Comment Mamas for Africa finance-t- elle ses activités ?

Nous avons commencé très modestement, avec le soutien d’amis et de la famille. Plus tard, nous avons reçu l’aide de la Fondation Roi Baudouin. Aujourd’hui, nous collaborons avec des entreprises qui nous aident à lever des fonds. Nous pouvons également compter sur les efforts de nombreux bénévoles qui organisent toutes sortes d’initiatives pour l’asbl.  L’idéal  serait d’attirer des partenaires structurels, sur une base mensuelle ou annuelle.

 

Mamas for Africa n’est pas une ONG, mais elle applique les standards les plus élevés en matière de transparence, d’intégrité, de déontologie... Sur le terrain, en Afrique, cela se traduit par la reconnaissance et la confiance que nous accordent les autorités locales et la population. D’autres ONG et même les Nations Unies cherchent un rapprochement avec Mamas for Africa pour combler les lacunes actuelles dans l’accueil des femmes vulnérables.

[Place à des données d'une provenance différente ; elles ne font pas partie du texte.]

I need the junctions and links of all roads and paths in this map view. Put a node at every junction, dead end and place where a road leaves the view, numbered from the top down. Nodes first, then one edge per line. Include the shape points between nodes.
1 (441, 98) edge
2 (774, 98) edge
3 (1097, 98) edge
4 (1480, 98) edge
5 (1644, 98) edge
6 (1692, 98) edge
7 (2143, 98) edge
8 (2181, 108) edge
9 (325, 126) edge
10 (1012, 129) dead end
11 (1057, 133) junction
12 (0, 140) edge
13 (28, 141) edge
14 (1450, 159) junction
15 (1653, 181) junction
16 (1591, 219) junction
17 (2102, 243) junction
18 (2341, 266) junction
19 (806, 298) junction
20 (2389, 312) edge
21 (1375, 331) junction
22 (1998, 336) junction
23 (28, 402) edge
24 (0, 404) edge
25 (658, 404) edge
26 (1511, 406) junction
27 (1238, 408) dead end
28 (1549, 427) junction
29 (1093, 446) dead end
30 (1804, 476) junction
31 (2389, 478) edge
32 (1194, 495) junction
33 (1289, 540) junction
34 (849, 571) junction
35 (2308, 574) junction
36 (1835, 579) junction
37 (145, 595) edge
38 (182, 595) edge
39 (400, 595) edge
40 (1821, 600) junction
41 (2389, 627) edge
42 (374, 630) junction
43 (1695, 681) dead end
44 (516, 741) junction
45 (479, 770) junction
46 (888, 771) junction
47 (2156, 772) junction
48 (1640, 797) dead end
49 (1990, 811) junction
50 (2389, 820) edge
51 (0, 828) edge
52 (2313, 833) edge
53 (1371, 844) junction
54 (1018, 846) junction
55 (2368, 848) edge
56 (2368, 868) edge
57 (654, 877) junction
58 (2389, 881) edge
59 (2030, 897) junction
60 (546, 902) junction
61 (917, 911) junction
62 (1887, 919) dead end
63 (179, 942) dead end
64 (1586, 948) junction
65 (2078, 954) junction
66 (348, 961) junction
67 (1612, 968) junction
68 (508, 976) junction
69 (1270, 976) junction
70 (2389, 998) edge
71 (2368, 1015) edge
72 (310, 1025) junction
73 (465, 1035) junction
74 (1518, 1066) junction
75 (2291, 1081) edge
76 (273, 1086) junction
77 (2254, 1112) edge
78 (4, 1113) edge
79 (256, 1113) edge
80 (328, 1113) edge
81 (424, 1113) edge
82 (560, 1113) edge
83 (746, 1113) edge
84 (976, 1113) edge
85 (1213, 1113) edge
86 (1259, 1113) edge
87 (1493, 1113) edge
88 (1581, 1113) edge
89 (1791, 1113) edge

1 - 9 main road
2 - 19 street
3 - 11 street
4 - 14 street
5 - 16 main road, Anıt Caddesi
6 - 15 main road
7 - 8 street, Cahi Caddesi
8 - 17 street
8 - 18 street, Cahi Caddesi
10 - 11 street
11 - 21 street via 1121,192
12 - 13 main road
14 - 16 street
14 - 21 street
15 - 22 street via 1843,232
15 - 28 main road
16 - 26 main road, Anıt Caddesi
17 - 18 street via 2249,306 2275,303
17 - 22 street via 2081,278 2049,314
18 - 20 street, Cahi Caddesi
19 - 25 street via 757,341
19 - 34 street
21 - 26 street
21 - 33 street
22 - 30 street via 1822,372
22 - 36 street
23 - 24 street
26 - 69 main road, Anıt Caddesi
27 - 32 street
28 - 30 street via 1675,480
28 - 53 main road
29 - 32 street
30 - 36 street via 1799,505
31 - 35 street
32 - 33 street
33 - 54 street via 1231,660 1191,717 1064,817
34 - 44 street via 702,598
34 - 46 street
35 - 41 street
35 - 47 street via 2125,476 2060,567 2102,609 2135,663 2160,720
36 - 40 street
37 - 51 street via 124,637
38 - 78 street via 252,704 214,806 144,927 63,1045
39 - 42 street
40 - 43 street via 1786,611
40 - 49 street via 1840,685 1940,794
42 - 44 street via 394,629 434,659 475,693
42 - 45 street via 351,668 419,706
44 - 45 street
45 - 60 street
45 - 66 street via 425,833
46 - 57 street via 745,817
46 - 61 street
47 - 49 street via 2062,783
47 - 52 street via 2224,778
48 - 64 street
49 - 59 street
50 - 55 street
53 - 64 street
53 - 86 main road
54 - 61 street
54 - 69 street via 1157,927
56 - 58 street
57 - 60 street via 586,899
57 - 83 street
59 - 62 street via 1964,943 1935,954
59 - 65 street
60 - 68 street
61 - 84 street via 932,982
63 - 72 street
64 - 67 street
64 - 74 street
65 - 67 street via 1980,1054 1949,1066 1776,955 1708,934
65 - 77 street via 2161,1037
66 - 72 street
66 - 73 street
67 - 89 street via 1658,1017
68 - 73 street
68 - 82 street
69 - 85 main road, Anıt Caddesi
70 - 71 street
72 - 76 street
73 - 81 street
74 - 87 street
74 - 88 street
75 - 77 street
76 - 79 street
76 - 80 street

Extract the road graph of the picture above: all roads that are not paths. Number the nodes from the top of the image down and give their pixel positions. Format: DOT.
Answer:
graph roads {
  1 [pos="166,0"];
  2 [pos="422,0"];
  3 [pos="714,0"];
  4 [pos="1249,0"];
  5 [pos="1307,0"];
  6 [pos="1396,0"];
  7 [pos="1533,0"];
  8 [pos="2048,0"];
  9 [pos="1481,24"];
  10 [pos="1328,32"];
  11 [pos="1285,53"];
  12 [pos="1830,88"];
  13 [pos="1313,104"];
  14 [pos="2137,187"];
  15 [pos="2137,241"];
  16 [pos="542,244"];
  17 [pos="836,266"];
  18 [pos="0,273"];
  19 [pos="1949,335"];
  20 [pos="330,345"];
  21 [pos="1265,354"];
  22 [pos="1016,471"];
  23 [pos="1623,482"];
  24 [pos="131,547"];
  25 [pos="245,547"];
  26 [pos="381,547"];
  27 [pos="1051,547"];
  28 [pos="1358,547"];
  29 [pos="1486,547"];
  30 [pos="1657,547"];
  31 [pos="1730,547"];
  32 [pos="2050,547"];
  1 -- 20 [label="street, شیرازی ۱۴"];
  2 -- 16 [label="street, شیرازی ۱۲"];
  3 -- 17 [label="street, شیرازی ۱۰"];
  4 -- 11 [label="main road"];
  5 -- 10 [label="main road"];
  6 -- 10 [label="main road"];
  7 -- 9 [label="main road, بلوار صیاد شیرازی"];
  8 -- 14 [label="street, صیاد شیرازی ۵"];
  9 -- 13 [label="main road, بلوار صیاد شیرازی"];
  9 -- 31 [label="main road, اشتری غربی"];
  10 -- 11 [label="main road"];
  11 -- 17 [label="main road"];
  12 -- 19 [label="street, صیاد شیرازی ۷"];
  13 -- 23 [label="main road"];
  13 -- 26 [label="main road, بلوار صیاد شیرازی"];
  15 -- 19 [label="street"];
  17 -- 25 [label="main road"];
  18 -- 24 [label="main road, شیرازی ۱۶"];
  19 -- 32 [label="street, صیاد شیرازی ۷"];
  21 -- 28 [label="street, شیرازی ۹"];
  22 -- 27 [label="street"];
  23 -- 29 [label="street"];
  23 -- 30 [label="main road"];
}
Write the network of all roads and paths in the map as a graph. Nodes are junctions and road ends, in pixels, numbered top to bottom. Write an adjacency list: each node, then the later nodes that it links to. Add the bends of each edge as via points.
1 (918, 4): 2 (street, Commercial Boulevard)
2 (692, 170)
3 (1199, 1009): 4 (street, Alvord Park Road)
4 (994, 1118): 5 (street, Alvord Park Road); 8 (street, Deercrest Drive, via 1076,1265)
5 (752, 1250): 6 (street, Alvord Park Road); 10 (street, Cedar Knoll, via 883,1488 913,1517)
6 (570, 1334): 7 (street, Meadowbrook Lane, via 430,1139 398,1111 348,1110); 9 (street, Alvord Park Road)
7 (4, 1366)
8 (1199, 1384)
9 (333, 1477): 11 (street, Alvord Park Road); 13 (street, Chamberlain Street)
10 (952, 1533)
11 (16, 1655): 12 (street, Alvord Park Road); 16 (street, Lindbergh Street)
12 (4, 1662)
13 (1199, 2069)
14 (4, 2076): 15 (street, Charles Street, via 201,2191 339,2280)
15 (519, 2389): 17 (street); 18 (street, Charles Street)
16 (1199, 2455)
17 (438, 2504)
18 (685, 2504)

Main dans la main, nous travaillons pour améliorer leur situation.

En 2012, la Plate-forme 1325 vous a nommée femme de paix. Quel bilan dressez-vous de votre engagement ?

Avec Mamas for Africa, mon objectif est d’ouvrir la voie et de faire la différence, jour après jour. Le nombre de femmes que nous atteignons augmente ; en même temps, la sensibilisation est un travail de longue haleine, nous devons apprendre aux femmes qu’elles doivent se défendre elles-mêmes et qu’elles ne sont ni inférieures ni coupables. La douleur, la souffrance, l’exclusion et la solitude des victimes me touchent encore aujourd’hui. Et pour paraphraser un prêtre local, même si notre aide n’est qu’une goutte dans un océan, cette goutte peut être un océan pour celui qui l’obtient. C’est pour moi  la plus forte des motivations. Pendant toutes ces années, j’ai appris qu’il ne fallait jamais perdre espoir.